▼

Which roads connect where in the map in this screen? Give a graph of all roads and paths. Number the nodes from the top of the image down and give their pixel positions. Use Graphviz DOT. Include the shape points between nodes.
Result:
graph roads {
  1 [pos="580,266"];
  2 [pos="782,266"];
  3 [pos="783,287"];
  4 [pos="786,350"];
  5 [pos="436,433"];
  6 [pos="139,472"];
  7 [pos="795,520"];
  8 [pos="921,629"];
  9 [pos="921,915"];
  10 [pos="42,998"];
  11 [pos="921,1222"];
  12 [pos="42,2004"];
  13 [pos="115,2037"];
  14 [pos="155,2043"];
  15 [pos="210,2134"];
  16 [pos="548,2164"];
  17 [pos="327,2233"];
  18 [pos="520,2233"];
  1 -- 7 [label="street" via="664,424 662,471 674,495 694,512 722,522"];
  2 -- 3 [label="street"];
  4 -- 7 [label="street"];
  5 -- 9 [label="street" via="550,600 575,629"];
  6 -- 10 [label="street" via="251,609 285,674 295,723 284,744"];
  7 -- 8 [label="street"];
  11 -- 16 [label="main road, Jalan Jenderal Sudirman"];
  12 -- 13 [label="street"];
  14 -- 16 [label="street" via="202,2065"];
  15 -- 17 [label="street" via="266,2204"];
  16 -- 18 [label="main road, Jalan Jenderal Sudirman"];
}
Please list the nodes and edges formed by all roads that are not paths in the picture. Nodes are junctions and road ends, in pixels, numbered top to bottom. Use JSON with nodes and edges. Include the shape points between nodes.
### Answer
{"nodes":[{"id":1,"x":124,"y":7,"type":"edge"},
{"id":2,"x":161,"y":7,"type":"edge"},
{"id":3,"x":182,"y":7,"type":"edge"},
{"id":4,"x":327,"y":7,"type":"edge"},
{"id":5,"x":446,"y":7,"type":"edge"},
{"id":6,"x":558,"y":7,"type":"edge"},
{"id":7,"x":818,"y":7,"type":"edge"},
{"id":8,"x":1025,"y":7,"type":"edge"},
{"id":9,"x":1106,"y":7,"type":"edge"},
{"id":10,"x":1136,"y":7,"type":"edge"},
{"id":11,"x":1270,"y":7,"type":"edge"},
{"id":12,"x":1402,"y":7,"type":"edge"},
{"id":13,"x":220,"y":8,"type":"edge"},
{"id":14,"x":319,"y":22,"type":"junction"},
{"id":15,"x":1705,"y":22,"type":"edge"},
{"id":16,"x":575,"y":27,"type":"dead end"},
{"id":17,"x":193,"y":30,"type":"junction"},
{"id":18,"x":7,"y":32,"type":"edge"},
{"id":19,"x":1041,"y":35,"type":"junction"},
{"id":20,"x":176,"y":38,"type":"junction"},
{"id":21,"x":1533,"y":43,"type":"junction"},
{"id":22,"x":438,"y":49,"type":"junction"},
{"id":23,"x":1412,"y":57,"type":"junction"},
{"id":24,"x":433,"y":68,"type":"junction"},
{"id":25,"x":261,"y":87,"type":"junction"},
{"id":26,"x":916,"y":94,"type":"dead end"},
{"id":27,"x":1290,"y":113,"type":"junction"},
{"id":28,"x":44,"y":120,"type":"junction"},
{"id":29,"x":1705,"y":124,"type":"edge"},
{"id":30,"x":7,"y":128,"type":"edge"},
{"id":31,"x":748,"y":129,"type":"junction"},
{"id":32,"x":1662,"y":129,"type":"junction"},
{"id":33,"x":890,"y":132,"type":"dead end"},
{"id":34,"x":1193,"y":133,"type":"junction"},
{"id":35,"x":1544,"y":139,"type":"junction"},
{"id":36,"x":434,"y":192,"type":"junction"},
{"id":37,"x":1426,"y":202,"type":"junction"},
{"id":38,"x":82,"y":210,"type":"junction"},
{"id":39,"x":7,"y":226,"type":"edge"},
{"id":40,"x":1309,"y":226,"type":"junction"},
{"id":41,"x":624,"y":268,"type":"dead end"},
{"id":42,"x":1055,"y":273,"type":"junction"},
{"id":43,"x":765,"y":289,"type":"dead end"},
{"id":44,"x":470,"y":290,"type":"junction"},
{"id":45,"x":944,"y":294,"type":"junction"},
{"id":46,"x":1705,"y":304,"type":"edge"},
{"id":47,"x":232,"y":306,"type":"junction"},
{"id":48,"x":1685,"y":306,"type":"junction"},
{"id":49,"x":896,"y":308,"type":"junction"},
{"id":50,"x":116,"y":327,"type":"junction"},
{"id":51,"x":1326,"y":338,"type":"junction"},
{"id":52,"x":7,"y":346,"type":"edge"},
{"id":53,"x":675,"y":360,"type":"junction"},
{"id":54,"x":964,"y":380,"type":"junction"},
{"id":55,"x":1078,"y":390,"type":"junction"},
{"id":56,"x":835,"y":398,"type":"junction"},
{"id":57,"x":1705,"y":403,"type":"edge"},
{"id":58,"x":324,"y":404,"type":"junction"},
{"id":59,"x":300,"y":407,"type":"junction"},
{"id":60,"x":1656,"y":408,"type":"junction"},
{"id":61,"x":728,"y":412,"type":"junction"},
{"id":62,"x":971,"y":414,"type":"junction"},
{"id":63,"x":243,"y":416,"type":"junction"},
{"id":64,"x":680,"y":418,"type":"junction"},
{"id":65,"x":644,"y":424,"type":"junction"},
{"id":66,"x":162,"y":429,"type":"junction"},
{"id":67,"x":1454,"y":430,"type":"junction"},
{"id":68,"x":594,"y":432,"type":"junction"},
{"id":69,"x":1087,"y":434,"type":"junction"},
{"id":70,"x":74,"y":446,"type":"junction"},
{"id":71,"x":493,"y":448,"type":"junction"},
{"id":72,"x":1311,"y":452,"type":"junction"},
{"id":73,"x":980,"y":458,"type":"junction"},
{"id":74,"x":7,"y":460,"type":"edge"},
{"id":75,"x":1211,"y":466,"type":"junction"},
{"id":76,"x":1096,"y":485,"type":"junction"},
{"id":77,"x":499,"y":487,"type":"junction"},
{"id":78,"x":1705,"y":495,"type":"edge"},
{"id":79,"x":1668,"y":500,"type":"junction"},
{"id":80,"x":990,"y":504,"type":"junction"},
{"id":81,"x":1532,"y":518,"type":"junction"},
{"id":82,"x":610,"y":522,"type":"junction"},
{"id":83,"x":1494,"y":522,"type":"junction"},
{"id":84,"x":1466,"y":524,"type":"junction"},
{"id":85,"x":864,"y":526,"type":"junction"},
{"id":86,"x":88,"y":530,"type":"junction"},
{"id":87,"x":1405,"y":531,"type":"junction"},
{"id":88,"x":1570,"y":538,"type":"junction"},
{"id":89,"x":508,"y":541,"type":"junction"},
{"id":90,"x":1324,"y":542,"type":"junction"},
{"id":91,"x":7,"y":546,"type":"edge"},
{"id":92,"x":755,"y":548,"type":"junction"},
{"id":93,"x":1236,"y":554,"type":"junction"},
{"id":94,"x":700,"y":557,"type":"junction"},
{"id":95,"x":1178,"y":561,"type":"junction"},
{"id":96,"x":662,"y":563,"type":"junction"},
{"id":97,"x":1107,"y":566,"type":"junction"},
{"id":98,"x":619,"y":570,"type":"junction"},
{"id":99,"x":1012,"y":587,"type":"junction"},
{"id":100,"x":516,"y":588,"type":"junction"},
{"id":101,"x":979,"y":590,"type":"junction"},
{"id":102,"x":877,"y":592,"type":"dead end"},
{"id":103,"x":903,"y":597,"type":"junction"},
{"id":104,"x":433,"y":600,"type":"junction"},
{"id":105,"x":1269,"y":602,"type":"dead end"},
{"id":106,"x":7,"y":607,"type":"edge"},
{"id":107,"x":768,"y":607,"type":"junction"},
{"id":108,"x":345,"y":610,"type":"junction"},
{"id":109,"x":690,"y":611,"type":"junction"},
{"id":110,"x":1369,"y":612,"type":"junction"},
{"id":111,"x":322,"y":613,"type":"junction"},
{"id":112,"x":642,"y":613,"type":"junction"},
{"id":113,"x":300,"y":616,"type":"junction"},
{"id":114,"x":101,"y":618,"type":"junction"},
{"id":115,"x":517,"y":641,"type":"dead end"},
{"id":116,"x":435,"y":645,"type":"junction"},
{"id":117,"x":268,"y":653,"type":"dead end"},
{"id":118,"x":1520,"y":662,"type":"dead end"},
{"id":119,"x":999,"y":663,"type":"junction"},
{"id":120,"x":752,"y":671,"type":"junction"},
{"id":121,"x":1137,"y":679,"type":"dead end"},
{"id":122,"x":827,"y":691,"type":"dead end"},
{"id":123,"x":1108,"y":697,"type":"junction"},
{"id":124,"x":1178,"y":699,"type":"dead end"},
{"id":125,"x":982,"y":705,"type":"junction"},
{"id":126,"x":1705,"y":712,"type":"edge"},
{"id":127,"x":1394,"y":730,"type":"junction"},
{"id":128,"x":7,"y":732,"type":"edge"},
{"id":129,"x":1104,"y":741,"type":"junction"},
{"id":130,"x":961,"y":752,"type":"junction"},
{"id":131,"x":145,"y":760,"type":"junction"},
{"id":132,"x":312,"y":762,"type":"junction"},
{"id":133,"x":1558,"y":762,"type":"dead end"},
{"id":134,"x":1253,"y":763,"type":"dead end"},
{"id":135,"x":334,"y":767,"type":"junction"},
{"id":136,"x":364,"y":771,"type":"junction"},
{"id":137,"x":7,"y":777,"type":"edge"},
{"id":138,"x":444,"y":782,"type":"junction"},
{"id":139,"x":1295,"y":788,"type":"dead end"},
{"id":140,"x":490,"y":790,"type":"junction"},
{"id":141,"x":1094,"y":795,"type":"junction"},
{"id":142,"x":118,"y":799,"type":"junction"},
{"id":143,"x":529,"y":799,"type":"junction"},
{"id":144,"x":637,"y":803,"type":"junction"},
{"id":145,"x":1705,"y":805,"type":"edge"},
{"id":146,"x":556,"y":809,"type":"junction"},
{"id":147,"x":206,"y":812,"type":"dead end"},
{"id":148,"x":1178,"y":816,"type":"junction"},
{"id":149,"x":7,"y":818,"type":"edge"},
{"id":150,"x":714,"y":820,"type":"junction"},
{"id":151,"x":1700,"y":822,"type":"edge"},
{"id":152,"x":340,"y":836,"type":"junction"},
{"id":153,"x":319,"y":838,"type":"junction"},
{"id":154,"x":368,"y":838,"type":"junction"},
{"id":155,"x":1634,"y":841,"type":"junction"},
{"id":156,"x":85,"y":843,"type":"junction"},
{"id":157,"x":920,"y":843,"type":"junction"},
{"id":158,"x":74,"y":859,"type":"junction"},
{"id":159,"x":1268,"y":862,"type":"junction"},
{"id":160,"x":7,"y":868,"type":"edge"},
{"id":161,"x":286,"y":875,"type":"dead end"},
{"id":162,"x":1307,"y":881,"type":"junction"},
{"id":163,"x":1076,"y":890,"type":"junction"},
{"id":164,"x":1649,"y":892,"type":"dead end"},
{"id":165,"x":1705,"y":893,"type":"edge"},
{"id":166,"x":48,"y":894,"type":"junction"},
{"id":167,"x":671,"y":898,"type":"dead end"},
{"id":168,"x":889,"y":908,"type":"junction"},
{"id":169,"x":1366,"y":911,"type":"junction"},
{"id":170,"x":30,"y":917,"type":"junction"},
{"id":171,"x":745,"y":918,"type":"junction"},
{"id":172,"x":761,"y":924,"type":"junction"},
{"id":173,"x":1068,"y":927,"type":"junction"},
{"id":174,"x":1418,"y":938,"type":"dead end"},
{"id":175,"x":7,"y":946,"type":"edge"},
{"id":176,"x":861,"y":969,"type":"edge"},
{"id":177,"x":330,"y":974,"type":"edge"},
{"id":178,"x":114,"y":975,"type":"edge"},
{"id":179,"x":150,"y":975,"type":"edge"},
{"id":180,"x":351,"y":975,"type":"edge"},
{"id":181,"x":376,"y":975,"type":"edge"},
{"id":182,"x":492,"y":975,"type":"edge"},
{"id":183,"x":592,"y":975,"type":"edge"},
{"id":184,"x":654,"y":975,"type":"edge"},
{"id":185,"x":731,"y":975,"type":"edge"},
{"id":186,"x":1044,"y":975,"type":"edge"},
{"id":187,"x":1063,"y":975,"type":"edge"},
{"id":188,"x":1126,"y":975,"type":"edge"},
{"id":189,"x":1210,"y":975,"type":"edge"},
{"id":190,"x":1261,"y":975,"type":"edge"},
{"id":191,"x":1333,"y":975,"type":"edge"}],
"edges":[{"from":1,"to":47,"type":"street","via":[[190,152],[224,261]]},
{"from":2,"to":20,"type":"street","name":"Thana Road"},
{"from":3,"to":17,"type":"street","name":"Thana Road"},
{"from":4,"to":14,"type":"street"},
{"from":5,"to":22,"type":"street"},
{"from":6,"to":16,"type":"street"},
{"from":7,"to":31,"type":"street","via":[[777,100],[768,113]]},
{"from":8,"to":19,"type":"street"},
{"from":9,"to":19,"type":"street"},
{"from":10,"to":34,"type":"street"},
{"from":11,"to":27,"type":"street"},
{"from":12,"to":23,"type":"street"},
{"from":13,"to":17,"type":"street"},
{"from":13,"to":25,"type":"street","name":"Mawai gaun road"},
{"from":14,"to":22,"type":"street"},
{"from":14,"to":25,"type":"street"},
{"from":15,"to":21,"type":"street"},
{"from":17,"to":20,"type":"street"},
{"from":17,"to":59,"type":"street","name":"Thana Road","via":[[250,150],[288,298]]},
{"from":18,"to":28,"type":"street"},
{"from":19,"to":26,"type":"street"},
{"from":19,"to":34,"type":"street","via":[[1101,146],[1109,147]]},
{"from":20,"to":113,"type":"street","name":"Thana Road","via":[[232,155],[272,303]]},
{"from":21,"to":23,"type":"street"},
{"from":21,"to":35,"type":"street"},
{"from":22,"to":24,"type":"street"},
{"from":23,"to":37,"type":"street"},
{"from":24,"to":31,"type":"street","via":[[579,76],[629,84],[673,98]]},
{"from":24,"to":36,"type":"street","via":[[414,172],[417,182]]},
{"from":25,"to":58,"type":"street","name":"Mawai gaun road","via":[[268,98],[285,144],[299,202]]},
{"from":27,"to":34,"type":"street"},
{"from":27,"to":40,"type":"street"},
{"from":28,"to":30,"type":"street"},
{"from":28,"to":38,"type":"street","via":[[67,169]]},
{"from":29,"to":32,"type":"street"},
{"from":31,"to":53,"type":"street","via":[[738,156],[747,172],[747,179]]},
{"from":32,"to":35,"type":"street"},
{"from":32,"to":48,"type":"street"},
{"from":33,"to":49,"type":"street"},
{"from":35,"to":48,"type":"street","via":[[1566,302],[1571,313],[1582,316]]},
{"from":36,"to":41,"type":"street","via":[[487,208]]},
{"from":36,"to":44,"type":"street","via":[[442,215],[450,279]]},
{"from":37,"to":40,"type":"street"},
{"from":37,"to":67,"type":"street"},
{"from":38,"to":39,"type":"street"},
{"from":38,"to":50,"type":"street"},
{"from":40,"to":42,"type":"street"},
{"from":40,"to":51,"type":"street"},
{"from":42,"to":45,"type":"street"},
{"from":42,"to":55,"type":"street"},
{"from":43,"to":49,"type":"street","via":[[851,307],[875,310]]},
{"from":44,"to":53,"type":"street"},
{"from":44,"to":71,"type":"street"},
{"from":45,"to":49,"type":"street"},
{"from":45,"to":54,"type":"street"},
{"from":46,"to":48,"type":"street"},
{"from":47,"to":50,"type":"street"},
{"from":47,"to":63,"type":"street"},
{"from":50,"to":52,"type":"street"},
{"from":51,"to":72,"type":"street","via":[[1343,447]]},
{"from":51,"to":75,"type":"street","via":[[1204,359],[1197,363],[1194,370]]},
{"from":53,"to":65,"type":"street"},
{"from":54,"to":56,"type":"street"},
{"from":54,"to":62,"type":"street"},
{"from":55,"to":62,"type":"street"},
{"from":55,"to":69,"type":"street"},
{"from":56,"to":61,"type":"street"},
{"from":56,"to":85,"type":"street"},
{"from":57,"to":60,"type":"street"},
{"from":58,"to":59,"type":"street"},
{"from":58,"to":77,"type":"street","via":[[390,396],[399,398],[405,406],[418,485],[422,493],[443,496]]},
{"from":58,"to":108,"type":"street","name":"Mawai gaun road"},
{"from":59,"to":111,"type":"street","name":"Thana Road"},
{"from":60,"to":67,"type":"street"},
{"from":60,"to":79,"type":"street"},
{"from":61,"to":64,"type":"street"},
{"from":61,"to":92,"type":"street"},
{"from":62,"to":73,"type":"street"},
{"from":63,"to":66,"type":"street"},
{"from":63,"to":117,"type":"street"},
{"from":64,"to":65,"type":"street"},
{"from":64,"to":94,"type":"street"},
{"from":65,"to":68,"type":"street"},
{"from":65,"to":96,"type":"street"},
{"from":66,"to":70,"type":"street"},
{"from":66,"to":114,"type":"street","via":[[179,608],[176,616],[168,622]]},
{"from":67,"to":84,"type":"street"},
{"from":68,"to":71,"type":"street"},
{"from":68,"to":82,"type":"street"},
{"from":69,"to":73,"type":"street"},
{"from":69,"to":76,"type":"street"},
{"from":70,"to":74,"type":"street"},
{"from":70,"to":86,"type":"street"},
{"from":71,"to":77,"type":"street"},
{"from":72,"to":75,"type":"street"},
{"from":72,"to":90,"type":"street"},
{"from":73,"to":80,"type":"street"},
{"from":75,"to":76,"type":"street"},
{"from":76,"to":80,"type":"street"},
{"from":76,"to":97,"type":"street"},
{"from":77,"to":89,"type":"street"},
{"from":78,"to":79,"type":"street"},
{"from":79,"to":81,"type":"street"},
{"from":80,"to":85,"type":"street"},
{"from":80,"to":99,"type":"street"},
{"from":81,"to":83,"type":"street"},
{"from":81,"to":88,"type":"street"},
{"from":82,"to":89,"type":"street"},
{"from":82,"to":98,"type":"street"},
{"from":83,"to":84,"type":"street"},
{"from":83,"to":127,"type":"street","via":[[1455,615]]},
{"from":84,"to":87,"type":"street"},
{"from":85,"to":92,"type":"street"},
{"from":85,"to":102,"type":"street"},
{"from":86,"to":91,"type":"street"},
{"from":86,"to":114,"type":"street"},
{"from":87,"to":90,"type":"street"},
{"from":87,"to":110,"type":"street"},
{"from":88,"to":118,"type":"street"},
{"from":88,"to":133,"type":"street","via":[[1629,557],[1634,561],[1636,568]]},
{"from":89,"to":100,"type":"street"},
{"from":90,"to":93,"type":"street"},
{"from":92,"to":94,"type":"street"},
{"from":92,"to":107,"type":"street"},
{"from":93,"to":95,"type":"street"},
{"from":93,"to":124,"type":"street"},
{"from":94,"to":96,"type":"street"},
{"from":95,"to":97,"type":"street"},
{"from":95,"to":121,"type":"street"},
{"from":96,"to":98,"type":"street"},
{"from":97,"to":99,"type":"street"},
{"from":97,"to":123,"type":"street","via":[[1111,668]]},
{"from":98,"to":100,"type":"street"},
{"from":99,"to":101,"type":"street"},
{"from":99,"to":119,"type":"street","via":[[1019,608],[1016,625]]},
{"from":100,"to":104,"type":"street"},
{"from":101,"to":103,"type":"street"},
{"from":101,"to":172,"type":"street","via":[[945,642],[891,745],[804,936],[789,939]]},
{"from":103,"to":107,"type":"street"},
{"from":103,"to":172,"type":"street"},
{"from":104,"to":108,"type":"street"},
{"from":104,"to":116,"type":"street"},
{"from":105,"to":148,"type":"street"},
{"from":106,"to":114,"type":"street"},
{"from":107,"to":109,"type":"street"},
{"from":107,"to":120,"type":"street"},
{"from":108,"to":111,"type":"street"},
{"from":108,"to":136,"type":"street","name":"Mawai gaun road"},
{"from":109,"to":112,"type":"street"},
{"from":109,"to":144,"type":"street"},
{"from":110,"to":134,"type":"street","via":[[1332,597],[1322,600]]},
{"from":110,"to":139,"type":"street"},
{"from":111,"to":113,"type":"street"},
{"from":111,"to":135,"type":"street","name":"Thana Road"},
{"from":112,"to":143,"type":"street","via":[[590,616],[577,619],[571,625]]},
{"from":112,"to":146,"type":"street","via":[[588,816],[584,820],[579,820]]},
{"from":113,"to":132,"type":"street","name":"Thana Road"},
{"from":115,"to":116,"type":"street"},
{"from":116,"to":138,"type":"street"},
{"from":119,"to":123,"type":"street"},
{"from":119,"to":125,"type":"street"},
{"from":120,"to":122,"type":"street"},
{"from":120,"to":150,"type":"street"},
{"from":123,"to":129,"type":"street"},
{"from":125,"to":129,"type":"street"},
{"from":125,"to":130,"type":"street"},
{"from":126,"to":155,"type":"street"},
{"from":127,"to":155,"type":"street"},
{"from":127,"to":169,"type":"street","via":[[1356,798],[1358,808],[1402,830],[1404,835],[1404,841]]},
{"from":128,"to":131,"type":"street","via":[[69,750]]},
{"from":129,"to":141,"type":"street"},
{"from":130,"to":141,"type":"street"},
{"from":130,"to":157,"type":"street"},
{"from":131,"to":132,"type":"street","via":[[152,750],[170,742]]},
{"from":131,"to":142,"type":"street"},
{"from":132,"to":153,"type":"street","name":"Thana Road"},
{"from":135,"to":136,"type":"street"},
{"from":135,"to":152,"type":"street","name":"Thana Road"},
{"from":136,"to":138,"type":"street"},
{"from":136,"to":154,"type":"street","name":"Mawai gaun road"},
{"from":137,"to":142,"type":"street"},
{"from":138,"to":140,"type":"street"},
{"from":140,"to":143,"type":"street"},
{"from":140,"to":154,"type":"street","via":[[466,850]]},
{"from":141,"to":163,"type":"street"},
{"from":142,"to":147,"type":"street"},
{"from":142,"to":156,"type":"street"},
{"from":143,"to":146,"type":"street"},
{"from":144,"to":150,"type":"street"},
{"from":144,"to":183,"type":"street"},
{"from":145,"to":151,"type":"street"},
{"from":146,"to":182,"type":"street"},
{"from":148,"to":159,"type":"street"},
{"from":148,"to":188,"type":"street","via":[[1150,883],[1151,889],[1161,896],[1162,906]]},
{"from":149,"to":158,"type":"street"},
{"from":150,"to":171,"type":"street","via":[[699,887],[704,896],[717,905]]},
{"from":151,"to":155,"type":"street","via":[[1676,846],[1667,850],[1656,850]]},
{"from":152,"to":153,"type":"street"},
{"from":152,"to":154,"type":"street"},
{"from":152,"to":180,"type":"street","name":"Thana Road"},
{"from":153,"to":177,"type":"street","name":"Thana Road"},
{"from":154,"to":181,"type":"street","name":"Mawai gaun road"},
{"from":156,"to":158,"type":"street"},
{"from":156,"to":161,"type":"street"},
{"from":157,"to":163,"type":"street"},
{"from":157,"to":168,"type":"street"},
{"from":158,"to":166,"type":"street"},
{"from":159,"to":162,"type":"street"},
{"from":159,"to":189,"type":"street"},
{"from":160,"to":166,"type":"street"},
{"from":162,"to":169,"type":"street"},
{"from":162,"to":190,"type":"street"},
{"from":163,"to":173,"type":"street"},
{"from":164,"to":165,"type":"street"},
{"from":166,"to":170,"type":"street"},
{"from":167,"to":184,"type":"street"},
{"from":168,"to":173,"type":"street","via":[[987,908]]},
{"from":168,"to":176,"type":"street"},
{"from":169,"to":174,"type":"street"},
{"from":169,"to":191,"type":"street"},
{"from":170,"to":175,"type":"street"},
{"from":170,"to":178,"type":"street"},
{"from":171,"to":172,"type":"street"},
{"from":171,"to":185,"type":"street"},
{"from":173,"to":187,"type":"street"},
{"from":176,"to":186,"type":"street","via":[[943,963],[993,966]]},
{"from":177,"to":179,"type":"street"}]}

▲

Task to complete:
Your task is to copy every line in the entries that holds the string "gaun".

Answer to the problem:
{"from":13,"to":25,"type":"street","name":"Mawai gaun road"},
{"from":25,"to":58,"type":"street","name":"Mawai gaun road","via":[[268,98],[285,144],[299,202]]},
{"from":58,"to":108,"type":"street","name":"Mawai gaun road"},
{"from":108,"to":136,"type":"street","name":"Mawai gaun road"},
{"from":136,"to":154,"type":"street","name":"Mawai gaun road"},
{"from":154,"to":181,"type":"street","name":"Mawai gaun road"},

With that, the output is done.